Since having some time off from work, I decided to visit my friend Manisha who lives in Santa Barbara.  I made a stop in Glendale for lunch to see old friends and colleagues from DreamWorks and forgot how spoiled I once was.  It almost felt as though it was an entirely different place than I remember with few familiar faces and so many changes.  For the people that I did know, it felt as though no time had passed and yet the years made their mark on our faces and careers.  Everyone kept running toward their goals and ambitions while I decided to go for a walk instead.

A few hours later I was at a wine bar called Kalyra in Santa Barbara that looked like a tiki room.  Manisha thought it looked like the Elephant Bar but didn’t want to insult the owner.  We opted for a wine tasting and eating basketfuls of their breadsticks.  While Trevor poured various wines we guessed where he was from. 

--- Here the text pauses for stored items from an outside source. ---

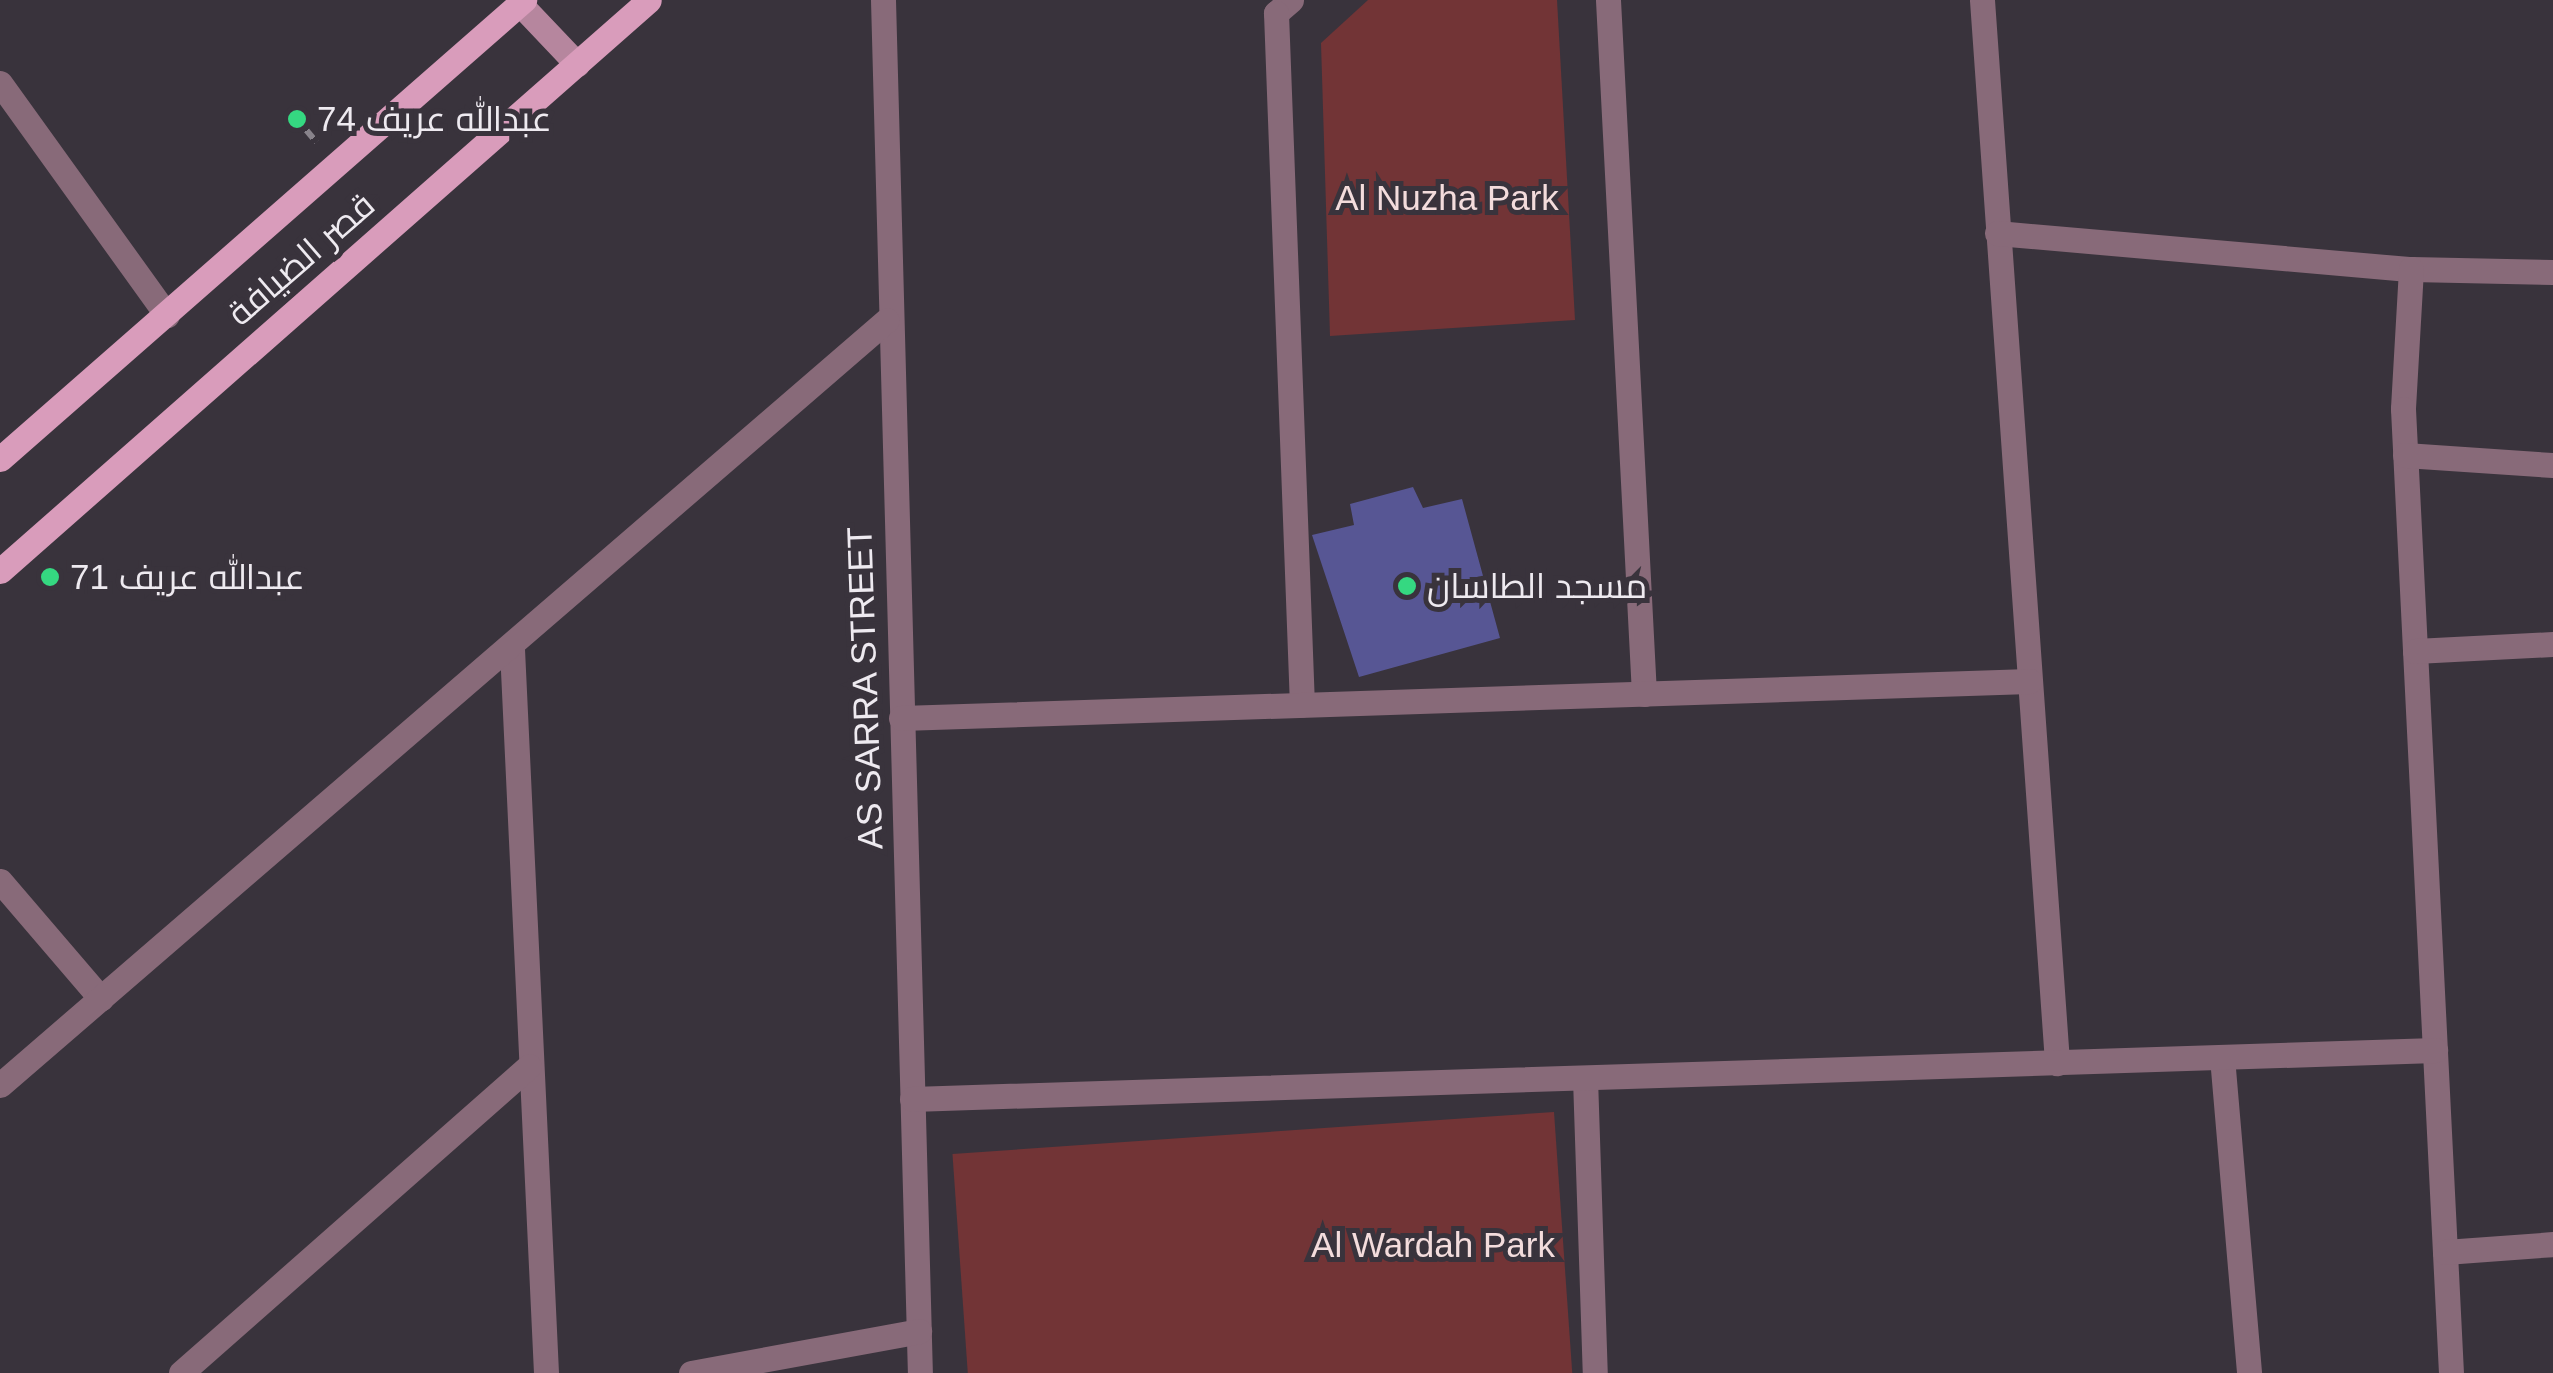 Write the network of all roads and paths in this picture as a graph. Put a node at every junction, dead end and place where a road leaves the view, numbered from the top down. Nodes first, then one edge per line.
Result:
1 (649, 0) edge
2 (884, 0) edge
3 (1291, 0) edge
4 (1608, 0) edge
5 (1982, 0) edge
6 (522, 2) edge
7 (576, 64) junction
8 (0, 84) edge
9 (1997, 233) junction
10 (2411, 270) junction
11 (2553, 272) edge
12 (167, 315) junction
13 (887, 320) junction
14 (2404, 456) junction
15 (0, 459) edge
16 (2553, 466) edge
17 (0, 571) edge
18 (2553, 644) edge
19 (512, 649) junction
20 (2414, 650) junction
21 (2029, 681) junction
22 (1644, 694) junction
23 (1302, 704) junction
24 (901, 718) junction
25 (0, 880) edge
26 (101, 999) junction
27 (2435, 1050) junction
28 (2222, 1057) junction
29 (2056, 1063) junction
30 (529, 1066) junction
31 (1585, 1078) junction
32 (0, 1085) edge
33 (912, 1099) junction
34 (2553, 1244) edge
35 (2445, 1252) junction
36 (919, 1331) junction
37 (181, 1373) edge
38 (546, 1373) edge
39 (692, 1373) edge
40 (920, 1373) edge
41 (1595, 1373) edge
42 (2249, 1373) edge
43 (2451, 1373) edge

1 - 7 main road, قصر الضيافة
2 - 13 street, AS SARRA STREET
3 - 23 street
4 - 22 street
5 - 9 street
6 - 7 main road
6 - 12 main road, قصر الضيافة
7 - 17 main road, قصر الضيافة
8 - 12 street
9 - 10 street
9 - 21 street
10 - 11 street
10 - 14 street
12 - 15 main road, قصر الضيافة
13 - 19 street
13 - 24 street, AS SARRA STREET
14 - 16 street
14 - 20 street
18 - 20 street
19 - 26 street
19 - 30 street
20 - 27 street
21 - 22 street
21 - 29 street
22 - 23 street
23 - 24 street
24 - 33 street, AS SARRA STREET
25 - 26 street
26 - 32 street
27 - 28 street
27 - 35 street
28 - 29 street
28 - 42 street
29 - 31 street
30 - 37 street
30 - 38 street
31 - 33 street
31 - 41 street
33 - 36 street, AS SARRA STREET
34 - 35 street
35 - 43 street
36 - 39 street
36 - 40 street, AS SARRA STREET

Manisha looked at his fleece jacket and said, “I bet he’s from Oregon.”
I listened to his accent and settled on Northern California.
“So are you from Santa Barbara?” I asked.
“No, I’m from Northern California,” he responded.
I smiled widely at Manisha.

There was a private event at 5:45 p.m. and we were technically not supposed to be there anymore but we decided to push our luck and stay.  The owner appeared suddenly and he looked like a character out of a novel and I told him so.  He had an Australian accent and a layer of a speech impediment on top of that which made him more endearing.  He told us how he came to own a winery with his brother and that he once wore a wig as a barrister in England.  Manisha asked him all these law questions while I watched decorations being hung for the jewelry show we were crashing.  The jewelry designer liked using feathers as materials for earrings and the owner, Martin, joked that it looked like bait for bass fishing.

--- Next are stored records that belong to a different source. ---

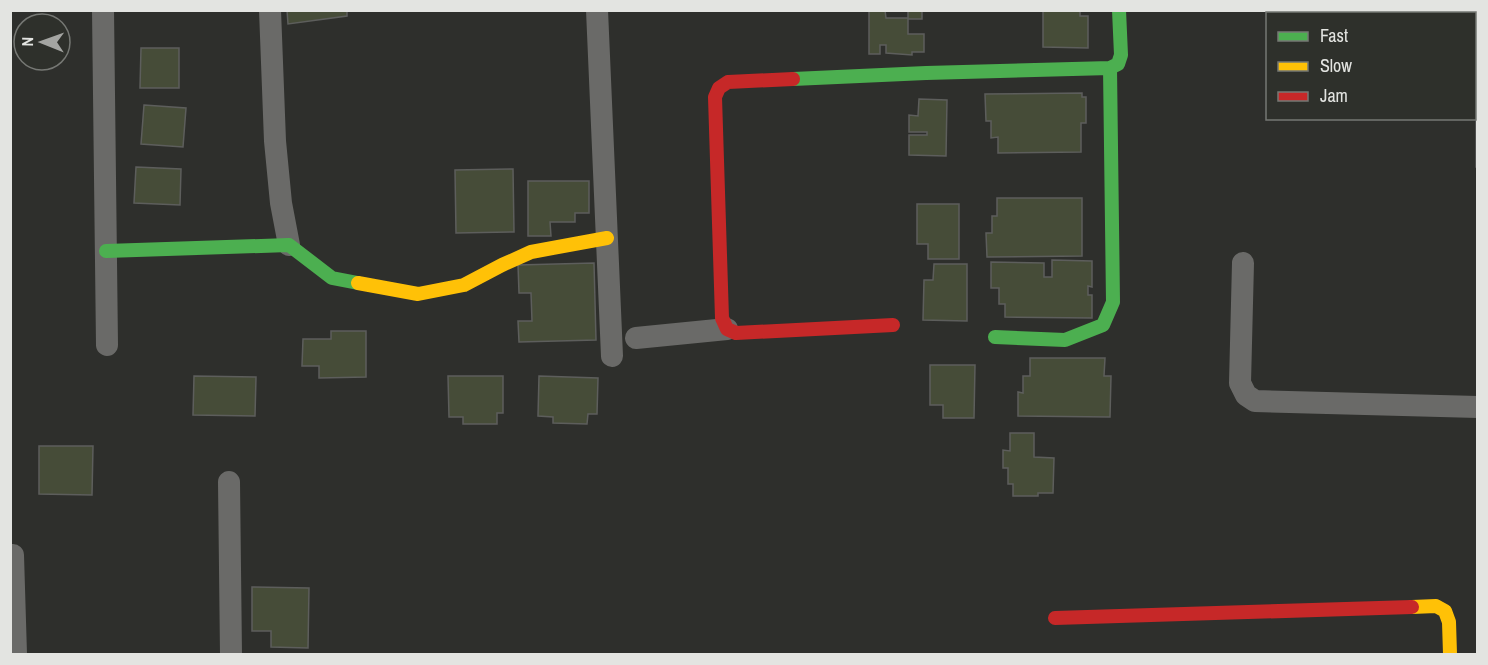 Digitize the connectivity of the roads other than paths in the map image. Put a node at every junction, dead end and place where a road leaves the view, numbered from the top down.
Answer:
1 (103, 10) edge
2 (270, 10) edge
3 (597, 10) edge
4 (1119, 10) edge
5 (1110, 68) junction
6 (607, 238) junction
7 (289, 245) junction
8 (106, 251) junction
9 (1243, 263) dead end
10 (892, 325) dead end
11 (727, 329) junction
12 (995, 337) dead end
13 (636, 338) dead end
14 (107, 345) dead end
15 (612, 356) dead end
16 (1478, 407) edge
17 (229, 482) dead end
18 (13, 555) dead end
19 (1055, 618) dead end
20 (16, 654) edge
21 (231, 654) edge
22 (1450, 654) edge

1 - 8 street
2 - 7 street
3 - 6 street
4 - 5 street
5 - 11 street
5 - 12 street
6 - 7 street
6 - 15 street
7 - 8 street
8 - 14 street
9 - 16 street
10 - 11 street
11 - 13 street
17 - 21 street
18 - 20 street
19 - 22 street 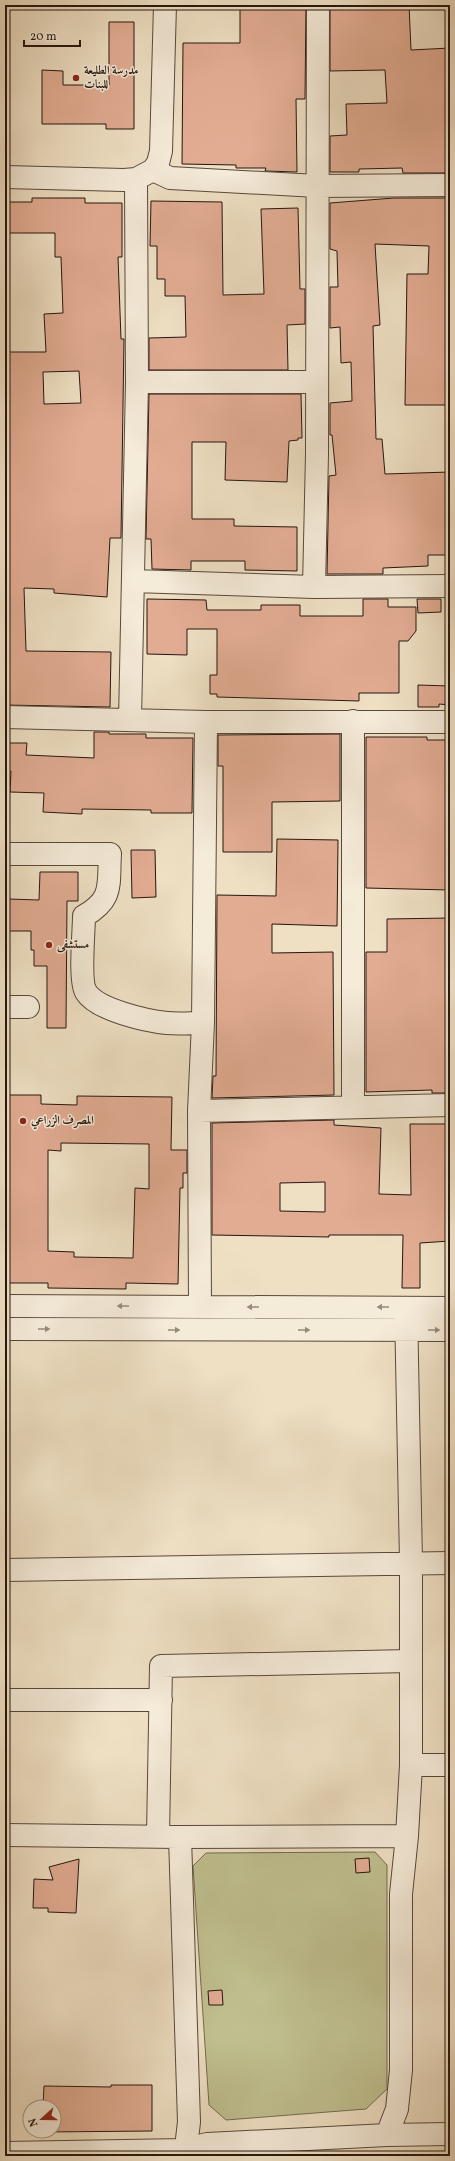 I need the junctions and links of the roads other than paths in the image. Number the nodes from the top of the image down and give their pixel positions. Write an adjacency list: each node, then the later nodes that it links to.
1 (165, 5): 3 (street)
2 (318, 5): 6 (street)
3 (145, 175): 4 (street); 6 (street); 7 (street)
4 (5, 177)
5 (450, 185): 6 (street)
6 (317, 186): 8 (street)
7 (137, 382): 8 (street); 9 (street)
8 (317, 382): 11 (street)
9 (134, 581): 11 (street); 13 (street)
10 (450, 586): 11 (street)
11 (314, 587)
12 (5, 717): 13 (street)
13 (130, 720): 15 (street)
14 (353, 721): 15 (street); 16 (street); 22 (street)
15 (206, 722): 20 (street)
16 (450, 722)
17 (5, 854): 20 (street)
18 (5, 1007): 19 (street)
19 (28, 1007)
20 (203, 1023): 23 (street)
21 (450, 1105): 22 (street)
22 (354, 1107): 23 (street)
23 (199, 1111): 25 (street)
24 (5, 1306): 25 (street, one-way to 24)
25 (200, 1306): 26 (street, one-way to 25)
26 (406, 1308): 27 (street); 29 (street)
27 (450, 1308)
28 (5, 1329): 29 (street, one-way to 29)
29 (407, 1330): 30 (street, one-way to 30); 31 (street)
30 (450, 1330)
31 (411, 1562): 32 (street); 33 (street); 34 (street)
32 (450, 1563)
33 (5, 1570)
34 (410, 1661): 36 (street); 37 (street)
35 (5, 1700): 36 (street)
36 (161, 1700): 40 (street)
37 (411, 1765): 38 (street); 41 (street)
38 (450, 1765)
39 (5, 1835): 40 (street)
40 (158, 1836): 42 (street)
41 (407, 1836): 42 (street); 44 (street)
42 (180, 1837): 45 (street)
43 (450, 2134): 44 (street)
44 (387, 2135): 45 (street)
45 (185, 2153): 46 (street)
46 (13, 2154)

The next morning I borrowed a maroon bike from a former roommate from Croatia and pedaled all over Santa Barbara for the first time.  Manisha and I joked that God wanted us to go bike riding since the sun was out despite the rain from the prior evening.  There was a lovely bike path we took and I followed Manisha, watching her extend her right hand to high five the foliage and stand on her bike to touch the branches of trees.  I felt like I was in a movie and wished I had a video camera to document our journey.  We took turns saying hello and good morning to the cyclists and joggers we encountered and made fun of those who didn’t.  “Oh I guess he couldn’t hear us say hello through his thick helmet,” I said.  We sang snippets of songs that had the word spring in them and all I could think of was “spring time, la la la la spring time” from the movie Willy Wonka and the Chocolate Factory.

Manisha jumped off her bike as we stood at a pier, reading the signs about prohibited items and activities.  “Do you think we are allowed on the pier if we walk our bikes?” she asked me.
I shrugged my shoulders and said, “ask him,” as I pointed to a man driving a state truck.

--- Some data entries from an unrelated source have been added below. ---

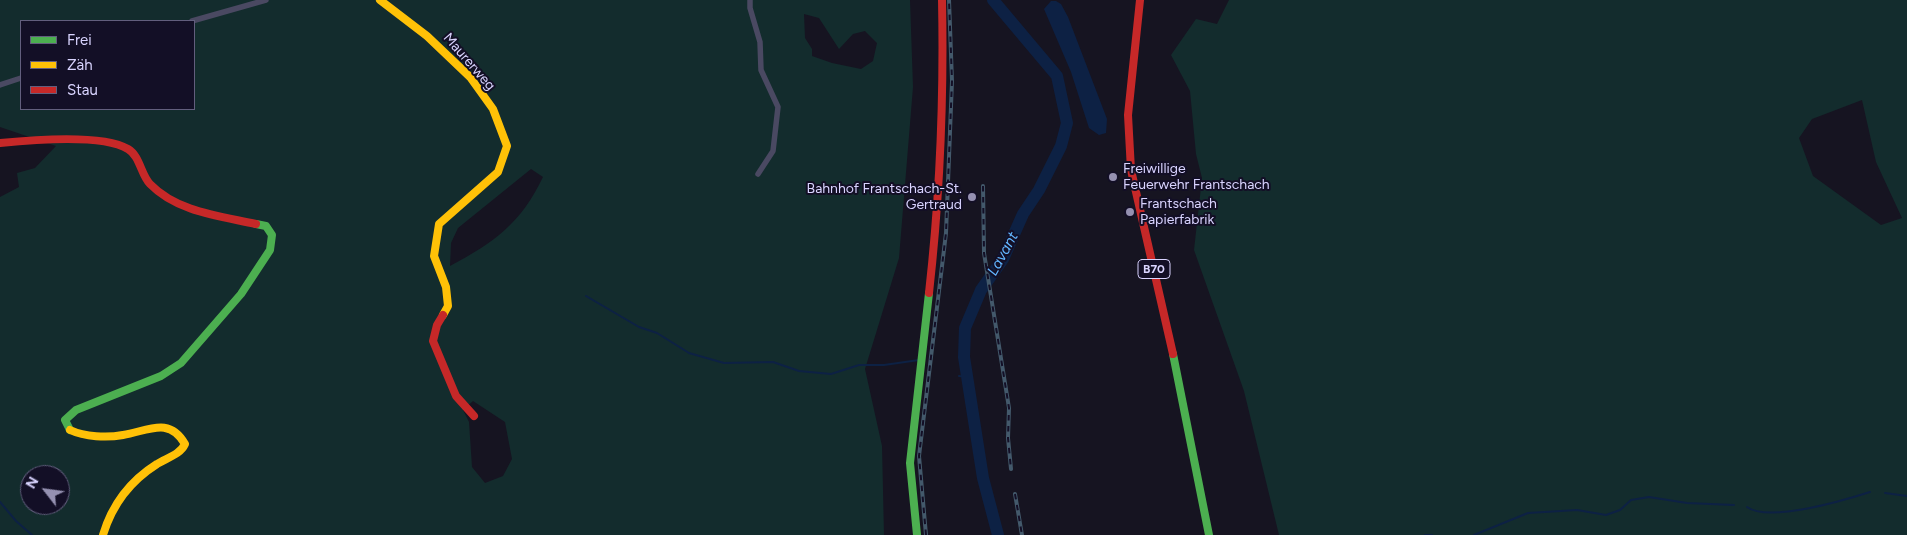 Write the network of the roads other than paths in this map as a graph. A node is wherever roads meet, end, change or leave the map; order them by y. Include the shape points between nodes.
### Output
1 (266, 0) edge
2 (380, 0) edge
3 (750, 0) edge
4 (942, 0) edge
5 (1140, 0) edge
6 (195, 20) edge
7 (20, 78) edge
8 (0, 85) edge
9 (0, 143) edge
10 (758, 174) dead end
11 (474, 416) dead end
12 (103, 535) edge
13 (917, 535) edge
14 (1209, 535) edge

1 - 6 street
2 - 11 street, Maurerweg via 429,36 472,80 494,110 507,146 498,172 439,224 434,256 446,287 448,306 436,325 433,342 456,396
3 - 10 street via 760,42 762,70 778,107 773,151
4 - 13 street via 944,85 937,224 910,463
5 - 14 street, B70 via 1129,107 1131,170 1183,394
7 - 8 street
9 - 12 street via 113,142 130,150 149,184 165,197 188,207 266,226 272,235 270,250 241,294 181,363 161,376 76,410 66,420 67,428 77,434 122,435 165,427 179,432 185,444 182,450 134,480 121,494 110,511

No one knew officially but said it should be fine.  Manisha informed me that UCSB stands for you can steal bikes so we clutched them in our hands against the cold pier air, her tires clicking like crickets. As we walked, we chatted with the fisherman and learned that the best bait are mussels scraped off the side of the pier.  One man wearing a sand-colored sweatshirt with the hood tied around his face said he caught a one armed crab but threw it back.  I felt sorry for it but he said its arm would grow back with time.  At the end of the pier where the wind was the strongest, there was a group of three men, each with long hair and a beer in hand.  The one with visible tattoos and golden rings on every finger owned a series of tattoo parlors named Precious Slut. 

I said, “I understand the precious part but why slut?”
“That’s my name.  It’s on my birth certificate too.”
“Your legal name is Slut?  Wow, your mother must have quite a sense of humor.  What is your middle name?” I asked.
“Brian,” he responded.

As we walked down the pier, the man who caught the one armed crab said they caught a baby leopard shark but threw it back too. 

Manisha was unconvinced.  “I bet they made that up.”
“Why would they make that up?  We aren’t even wearing any make up.”
“I don’t know, but you can’t believe fishermen.  They always say, I caught a fish this big.” 
I laughed at her logic and chuckled to myself for being there in the first place.